┌──
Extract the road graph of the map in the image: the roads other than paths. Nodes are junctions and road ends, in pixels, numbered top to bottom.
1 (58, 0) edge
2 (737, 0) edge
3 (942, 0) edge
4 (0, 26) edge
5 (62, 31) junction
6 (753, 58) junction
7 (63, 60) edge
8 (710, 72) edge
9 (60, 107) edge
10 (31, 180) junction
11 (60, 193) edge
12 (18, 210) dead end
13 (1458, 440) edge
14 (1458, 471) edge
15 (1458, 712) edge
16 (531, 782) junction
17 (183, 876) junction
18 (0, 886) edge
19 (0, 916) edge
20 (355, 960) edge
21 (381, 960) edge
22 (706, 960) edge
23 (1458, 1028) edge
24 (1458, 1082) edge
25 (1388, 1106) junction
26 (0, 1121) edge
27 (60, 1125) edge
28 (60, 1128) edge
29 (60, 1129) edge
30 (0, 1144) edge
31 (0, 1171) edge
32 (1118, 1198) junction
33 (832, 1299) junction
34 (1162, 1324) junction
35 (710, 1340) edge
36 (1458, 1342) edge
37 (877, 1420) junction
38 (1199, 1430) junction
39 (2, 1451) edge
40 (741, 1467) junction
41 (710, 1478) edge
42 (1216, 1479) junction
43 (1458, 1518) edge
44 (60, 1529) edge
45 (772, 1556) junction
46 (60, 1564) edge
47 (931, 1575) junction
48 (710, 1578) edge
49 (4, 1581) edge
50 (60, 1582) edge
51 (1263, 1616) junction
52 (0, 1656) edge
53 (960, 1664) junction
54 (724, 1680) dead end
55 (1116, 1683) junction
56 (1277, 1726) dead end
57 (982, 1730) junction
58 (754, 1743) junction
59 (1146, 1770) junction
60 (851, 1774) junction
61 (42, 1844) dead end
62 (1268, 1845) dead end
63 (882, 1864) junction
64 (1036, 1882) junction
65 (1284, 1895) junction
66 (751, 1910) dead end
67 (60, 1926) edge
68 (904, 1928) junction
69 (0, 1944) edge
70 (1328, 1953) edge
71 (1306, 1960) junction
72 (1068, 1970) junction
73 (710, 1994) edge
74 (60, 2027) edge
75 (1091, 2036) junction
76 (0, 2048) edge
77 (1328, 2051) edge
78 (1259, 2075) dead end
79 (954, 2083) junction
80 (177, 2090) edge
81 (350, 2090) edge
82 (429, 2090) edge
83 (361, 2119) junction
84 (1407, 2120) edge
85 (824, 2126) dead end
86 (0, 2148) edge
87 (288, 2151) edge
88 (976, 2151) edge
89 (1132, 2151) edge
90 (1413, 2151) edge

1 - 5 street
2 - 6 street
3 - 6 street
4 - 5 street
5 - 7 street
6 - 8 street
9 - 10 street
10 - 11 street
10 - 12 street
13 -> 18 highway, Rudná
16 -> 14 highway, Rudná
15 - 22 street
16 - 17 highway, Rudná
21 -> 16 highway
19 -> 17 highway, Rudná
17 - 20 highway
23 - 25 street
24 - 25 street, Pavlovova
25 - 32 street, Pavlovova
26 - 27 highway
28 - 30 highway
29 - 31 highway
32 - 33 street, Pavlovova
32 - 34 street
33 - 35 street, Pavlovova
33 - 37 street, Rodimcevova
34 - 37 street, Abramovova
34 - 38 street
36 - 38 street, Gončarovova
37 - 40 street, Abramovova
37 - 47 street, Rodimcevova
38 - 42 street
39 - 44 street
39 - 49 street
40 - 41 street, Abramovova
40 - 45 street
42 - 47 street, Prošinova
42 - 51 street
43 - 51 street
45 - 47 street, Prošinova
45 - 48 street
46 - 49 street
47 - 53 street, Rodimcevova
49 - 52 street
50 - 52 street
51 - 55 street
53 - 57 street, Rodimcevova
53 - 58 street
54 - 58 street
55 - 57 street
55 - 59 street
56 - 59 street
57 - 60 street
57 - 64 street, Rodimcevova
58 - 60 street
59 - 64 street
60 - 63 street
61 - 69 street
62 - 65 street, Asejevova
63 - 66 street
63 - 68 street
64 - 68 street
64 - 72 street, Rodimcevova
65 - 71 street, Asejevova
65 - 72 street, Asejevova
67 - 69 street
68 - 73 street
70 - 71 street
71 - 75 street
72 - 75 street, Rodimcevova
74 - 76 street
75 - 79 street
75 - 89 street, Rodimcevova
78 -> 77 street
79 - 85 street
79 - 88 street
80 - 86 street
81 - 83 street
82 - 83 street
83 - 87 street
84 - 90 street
└──
**Aim of the task**
The expected output is the complete data, repeated exactly.

**Task output**
Extract the road graph of the map in the image: the roads other than paths. Nodes are junctions and road ends, in pixels, numbered top to bottom.
1 (58, 0) edge
2 (737, 0) edge
3 (942, 0) edge
4 (0, 26) edge
5 (62, 31) junction
6 (753, 58) junction
7 (63, 60) edge
8 (710, 72) edge
9 (60, 107) edge
10 (31, 180) junction
11 (60, 193) edge
12 (18, 210) dead end
13 (1458, 440) edge
14 (1458, 471) edge
15 (1458, 712) edge
16 (531, 782) junction
17 (183, 876) junction
18 (0, 886) edge
19 (0, 916) edge
20 (355, 960) edge
21 (381, 960) edge
22 (706, 960) edge
23 (1458, 1028) edge
24 (1458, 1082) edge
25 (1388, 1106) junction
26 (0, 1121) edge
27 (60, 1125) edge
28 (60, 1128) edge
29 (60, 1129) edge
30 (0, 1144) edge
31 (0, 1171) edge
32 (1118, 1198) junction
33 (832, 1299) junction
34 (1162, 1324) junction
35 (710, 1340) edge
36 (1458, 1342) edge
37 (877, 1420) junction
38 (1199, 1430) junction
39 (2, 1451) edge
40 (741, 1467) junction
41 (710, 1478) edge
42 (1216, 1479) junction
43 (1458, 1518) edge
44 (60, 1529) edge
45 (772, 1556) junction
46 (60, 1564) edge
47 (931, 1575) junction
48 (710, 1578) edge
49 (4, 1581) edge
50 (60, 1582) edge
51 (1263, 1616) junction
52 (0, 1656) edge
53 (960, 1664) junction
54 (724, 1680) dead end
55 (1116, 1683) junction
56 (1277, 1726) dead end
57 (982, 1730) junction
58 (754, 1743) junction
59 (1146, 1770) junction
60 (851, 1774) junction
61 (42, 1844) dead end
62 (1268, 1845) dead end
63 (882, 1864) junction
64 (1036, 1882) junction
65 (1284, 1895) junction
66 (751, 1910) dead end
67 (60, 1926) edge
68 (904, 1928) junction
69 (0, 1944) edge
70 (1328, 1953) edge
71 (1306, 1960) junction
72 (1068, 1970) junction
73 (710, 1994) edge
74 (60, 2027) edge
75 (1091, 2036) junction
76 (0, 2048) edge
77 (1328, 2051) edge
78 (1259, 2075) dead end
79 (954, 2083) junction
80 (177, 2090) edge
81 (350, 2090) edge
82 (429, 2090) edge
83 (361, 2119) junction
84 (1407, 2120) edge
85 (824, 2126) dead end
86 (0, 2148) edge
87 (288, 2151) edge
88 (976, 2151) edge
89 (1132, 2151) edge
90 (1413, 2151) edge

1 - 5 street
2 - 6 street
3 - 6 street
4 - 5 street
5 - 7 street
6 - 8 street
9 - 10 street
10 - 11 street
10 - 12 street
13 -> 18 highway, Rudná
16 -> 14 highway, Rudná
15 - 22 street
16 - 17 highway, Rudná
21 -> 16 highway
19 -> 17 highway, Rudná
17 - 20 highway
23 - 25 street
24 - 25 street, Pavlovova
25 - 32 street, Pavlovova
26 - 27 highway
28 - 30 highway
29 - 31 highway
32 - 33 street, Pavlovova
32 - 34 street
33 - 35 street, Pavlovova
33 - 37 street, Rodimcevova
34 - 37 street, Abramovova
34 - 38 street
36 - 38 street, Gončarovova
37 - 40 street, Abramovova
37 - 47 street, Rodimcevova
38 - 42 street
39 - 44 street
39 - 49 street
40 - 41 street, Abramovova
40 - 45 street
42 - 47 street, Prošinova
42 - 51 street
43 - 51 street
45 - 47 street, Prošinova
45 - 48 street
46 - 49 street
47 - 53 street, Rodimcevova
49 - 52 street
50 - 52 street
51 - 55 street
53 - 57 street, Rodimcevova
53 - 58 street
54 - 58 street
55 - 57 street
55 - 59 street
56 - 59 street
57 - 60 street
57 - 64 street, Rodimcevova
58 - 60 street
59 - 64 street
60 - 63 street
61 - 69 street
62 - 65 street, Asejevova
63 - 66 street
63 - 68 street
64 - 68 street
64 - 72 street, Rodimcevova
65 - 71 street, Asejevova
65 - 72 street, Asejevova
67 - 69 street
68 - 73 street
70 - 71 street
71 - 75 street
72 - 75 street, Rodimcevova
74 - 76 street
75 - 79 street
75 - 89 street, Rodimcevova
78 -> 77 street
79 - 85 street
79 - 88 street
80 - 86 street
81 - 83 street
82 - 83 street
83 - 87 street
84 - 90 street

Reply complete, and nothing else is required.